Collected data entries:
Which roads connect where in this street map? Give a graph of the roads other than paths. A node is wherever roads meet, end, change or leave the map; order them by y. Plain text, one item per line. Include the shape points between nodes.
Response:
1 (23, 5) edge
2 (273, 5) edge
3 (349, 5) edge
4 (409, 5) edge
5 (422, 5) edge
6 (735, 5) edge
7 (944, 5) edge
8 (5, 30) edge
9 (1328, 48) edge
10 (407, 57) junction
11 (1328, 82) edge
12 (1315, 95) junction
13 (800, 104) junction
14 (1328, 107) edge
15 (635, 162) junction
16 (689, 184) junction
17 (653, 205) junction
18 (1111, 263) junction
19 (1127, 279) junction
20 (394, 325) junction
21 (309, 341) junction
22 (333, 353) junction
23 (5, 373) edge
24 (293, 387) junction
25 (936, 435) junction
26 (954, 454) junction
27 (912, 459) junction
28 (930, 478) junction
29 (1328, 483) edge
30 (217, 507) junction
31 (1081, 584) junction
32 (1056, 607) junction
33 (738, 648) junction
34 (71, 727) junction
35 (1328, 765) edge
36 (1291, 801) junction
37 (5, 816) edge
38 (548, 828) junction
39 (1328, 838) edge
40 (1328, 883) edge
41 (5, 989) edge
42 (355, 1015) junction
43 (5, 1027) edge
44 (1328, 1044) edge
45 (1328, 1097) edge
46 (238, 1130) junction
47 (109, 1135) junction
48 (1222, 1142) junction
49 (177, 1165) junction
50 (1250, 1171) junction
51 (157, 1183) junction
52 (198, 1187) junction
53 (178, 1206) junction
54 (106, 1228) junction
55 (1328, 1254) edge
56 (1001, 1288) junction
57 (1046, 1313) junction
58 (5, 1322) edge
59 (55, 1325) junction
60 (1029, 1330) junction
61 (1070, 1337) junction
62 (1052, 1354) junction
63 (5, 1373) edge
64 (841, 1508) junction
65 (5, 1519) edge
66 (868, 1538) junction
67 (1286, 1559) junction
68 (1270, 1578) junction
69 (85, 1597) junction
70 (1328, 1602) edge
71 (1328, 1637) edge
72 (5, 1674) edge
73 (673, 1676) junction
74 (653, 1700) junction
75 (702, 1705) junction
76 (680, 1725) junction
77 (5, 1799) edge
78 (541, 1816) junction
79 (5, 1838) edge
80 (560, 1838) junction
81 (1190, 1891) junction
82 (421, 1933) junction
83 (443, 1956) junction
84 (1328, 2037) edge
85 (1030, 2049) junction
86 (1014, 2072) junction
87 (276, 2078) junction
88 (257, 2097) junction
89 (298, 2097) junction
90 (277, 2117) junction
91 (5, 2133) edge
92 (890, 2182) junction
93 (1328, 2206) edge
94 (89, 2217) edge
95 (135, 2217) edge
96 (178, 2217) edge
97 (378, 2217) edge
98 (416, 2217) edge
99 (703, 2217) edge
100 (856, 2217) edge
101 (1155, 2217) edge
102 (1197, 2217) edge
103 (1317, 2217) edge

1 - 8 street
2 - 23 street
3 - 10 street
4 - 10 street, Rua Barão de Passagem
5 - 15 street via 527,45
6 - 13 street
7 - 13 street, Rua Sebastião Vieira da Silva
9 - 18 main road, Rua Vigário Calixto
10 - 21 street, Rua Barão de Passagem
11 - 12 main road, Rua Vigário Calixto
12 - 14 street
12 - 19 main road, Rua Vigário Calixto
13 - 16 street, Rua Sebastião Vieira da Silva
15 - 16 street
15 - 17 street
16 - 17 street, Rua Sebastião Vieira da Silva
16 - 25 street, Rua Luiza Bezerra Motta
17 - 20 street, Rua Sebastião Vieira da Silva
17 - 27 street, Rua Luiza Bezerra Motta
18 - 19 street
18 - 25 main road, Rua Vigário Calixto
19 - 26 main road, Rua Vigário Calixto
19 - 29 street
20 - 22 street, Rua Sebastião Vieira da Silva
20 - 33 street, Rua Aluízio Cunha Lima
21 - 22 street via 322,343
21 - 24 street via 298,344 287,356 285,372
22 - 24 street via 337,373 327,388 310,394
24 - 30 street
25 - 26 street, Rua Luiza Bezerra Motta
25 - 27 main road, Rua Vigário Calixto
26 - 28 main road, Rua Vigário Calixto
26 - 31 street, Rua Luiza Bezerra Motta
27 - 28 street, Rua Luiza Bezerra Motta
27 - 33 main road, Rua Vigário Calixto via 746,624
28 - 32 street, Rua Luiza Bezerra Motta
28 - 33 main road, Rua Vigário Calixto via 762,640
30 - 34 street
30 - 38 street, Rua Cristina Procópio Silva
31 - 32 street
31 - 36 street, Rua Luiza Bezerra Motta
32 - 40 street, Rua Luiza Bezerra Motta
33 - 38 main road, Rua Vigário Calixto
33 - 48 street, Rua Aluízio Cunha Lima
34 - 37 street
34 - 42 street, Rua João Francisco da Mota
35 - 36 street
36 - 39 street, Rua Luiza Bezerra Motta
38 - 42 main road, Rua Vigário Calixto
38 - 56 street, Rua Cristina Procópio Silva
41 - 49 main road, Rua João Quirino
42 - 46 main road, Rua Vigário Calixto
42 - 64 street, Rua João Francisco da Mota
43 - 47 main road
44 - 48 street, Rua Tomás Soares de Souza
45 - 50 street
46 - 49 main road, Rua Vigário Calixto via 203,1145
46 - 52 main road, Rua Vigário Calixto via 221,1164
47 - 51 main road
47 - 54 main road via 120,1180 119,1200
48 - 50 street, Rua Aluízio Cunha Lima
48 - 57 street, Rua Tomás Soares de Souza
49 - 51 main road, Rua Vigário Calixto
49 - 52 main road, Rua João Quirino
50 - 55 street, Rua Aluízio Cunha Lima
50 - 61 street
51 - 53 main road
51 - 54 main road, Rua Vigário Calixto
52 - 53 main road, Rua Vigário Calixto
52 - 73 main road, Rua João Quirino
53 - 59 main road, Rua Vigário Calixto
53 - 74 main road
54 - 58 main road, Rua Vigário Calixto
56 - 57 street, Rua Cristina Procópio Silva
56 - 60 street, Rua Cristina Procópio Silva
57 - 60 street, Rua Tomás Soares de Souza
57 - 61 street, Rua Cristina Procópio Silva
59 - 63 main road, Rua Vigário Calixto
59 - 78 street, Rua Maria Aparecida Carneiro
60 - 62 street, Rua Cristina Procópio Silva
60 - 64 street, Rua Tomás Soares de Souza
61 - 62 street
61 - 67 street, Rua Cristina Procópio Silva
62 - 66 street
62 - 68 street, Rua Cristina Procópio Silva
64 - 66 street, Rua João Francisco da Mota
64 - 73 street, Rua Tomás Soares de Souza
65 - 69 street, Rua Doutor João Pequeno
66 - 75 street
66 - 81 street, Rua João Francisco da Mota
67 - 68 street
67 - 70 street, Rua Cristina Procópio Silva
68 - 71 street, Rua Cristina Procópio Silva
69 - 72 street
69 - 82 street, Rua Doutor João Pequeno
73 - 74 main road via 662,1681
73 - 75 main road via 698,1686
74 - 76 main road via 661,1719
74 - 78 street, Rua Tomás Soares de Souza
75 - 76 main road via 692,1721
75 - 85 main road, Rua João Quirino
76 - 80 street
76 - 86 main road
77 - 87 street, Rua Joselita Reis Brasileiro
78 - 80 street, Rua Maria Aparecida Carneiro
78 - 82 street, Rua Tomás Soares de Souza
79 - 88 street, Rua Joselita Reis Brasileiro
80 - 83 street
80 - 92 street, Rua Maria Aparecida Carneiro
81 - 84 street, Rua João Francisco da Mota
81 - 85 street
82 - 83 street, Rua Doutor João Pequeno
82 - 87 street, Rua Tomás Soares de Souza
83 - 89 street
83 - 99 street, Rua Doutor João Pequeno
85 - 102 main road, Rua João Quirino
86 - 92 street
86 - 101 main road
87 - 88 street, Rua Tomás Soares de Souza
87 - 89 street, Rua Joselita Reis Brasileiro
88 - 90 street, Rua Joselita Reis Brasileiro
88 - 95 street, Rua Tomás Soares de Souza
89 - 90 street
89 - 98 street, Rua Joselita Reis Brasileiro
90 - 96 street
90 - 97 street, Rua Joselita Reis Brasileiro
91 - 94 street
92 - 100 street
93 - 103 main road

▸ Problem to work on:
Where does the string "Aluízio" appear in the records above? Show every line that holds it.

▸ Exercise solution:
20 - 33 street, Rua Aluízio Cunha Lima
33 - 48 street, Rua Aluízio Cunha Lima
48 - 50 street, Rua Aluízio Cunha Lima
50 - 55 street, Rua Aluízio Cunha Lima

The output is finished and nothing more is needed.